Posted: Tuesday, October 02, 2007 7:31 PM by Alan Boyle

Young stars glitter like jewels spread on red-brown velvet in a new picture from the Hubble Space Telescope. Hubble’s view of the star-forming nebula NGC 3603 reveals thousands of hot suns, nestled amid dark clouds of dust 20,000 light-years from Earth.

Today’s image is just a foretaste of what you’ll see in the latest installment of "Space Shots."

There are at least three stages of starbirth on view in today's Hubble Heritage picture, which was snapped by the telescope's Advanced Camera for Surveys in 2005. The hot, blue stars represent the brightest stage. If you scan the zoomable version of the image, you can count thousands of those sparkling starlets.


J. Maíz Apellániz / IAA / NASA / ESA / STScI
The nebula NGC 3603 sparkles with starbirth in a
photo from the Hubble Space Telescope.

The intense radiation from those stars are blowing away gas and dust in the central region of the nebula, creating a clear bubble surrounded by those red-brown clouds. As described in today's image advisory from the Space Telescope Science Institute, the radiation's blast has sculpted tall, dark fingers of dense gas, measuring light-years in length.

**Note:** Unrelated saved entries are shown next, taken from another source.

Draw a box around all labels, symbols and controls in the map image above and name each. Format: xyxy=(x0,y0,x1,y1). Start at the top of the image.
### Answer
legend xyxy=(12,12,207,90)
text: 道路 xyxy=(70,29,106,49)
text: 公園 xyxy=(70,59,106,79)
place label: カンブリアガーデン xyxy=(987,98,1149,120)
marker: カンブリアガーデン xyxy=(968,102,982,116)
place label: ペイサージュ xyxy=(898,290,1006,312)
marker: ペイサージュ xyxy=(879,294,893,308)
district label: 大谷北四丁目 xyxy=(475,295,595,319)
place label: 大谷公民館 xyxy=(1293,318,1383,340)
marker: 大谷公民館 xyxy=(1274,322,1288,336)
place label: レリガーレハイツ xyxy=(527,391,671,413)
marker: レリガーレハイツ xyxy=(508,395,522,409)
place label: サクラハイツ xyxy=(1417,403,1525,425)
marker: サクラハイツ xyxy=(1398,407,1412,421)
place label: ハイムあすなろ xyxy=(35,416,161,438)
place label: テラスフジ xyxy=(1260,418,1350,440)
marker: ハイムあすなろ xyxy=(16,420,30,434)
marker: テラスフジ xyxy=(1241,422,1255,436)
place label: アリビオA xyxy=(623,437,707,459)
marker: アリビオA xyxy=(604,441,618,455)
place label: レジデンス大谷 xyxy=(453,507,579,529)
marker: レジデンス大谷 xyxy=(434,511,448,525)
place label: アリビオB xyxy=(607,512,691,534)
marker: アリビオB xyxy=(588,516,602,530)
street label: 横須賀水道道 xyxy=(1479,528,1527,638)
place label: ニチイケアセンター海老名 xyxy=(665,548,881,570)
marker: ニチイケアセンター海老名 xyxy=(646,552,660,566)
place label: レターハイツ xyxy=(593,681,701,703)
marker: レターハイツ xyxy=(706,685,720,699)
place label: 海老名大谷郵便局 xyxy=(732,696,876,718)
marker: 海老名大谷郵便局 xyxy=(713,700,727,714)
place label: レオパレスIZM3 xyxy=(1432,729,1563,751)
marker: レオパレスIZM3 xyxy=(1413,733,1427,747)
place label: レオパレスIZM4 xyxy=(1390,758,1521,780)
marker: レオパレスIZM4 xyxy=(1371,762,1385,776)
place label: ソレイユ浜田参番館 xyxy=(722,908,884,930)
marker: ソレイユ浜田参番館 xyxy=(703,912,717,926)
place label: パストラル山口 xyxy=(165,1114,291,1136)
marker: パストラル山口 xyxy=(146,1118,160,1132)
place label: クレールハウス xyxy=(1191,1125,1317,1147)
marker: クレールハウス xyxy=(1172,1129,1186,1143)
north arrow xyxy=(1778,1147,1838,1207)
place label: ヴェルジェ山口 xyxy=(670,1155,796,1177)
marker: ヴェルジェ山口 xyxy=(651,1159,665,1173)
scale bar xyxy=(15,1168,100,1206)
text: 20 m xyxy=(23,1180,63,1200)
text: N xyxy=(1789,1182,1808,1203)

Those fingers are similar to the cosmic EGGs (evaporating gaseous globules) seen in Hubble's famous "Pillars of Creation" photo of the Eagle Nebula - and could hide infant stars within.

The subtlest stage of starbirth may well be the black splotches visible in the upper right corner of the image: Those black patches are known as Thackeray's globules or Bok globules, and they're thought to be composed of dense dust and gas. "Resembling an insect's cocoon, a Bok globule may be undergoing a gravitational collapse on its way to forming new stars," Hubble's scientists say.

The star-forming region IC 2944, photographed by Hubble several years ago, provides even clearer examples of the dark globules.

NGC 3603 is one of our Milky Way's most massive young star clusters, lying in the southern constellation Carina. For an earlier view of the scene, check out this image from 1999, captured by Hubble's Wide Field Planetary Camera 2. It's also worth visiting the European Space Agency's Hubble site for cool videos about NGC 3603. And for still more Hubble highlights, click through our slide show of the telescope's greatest hits (be sure to open your browser window wide).

Who knows? Maybe there'll be an even more sparkling view of the nebula in the years ahead, after next year's final Hubble servicing mission. We'll certainly have sparkling views of the shuttle mission itself, thanks to the deal announced last week to film flight highlights in large-screen 3-D.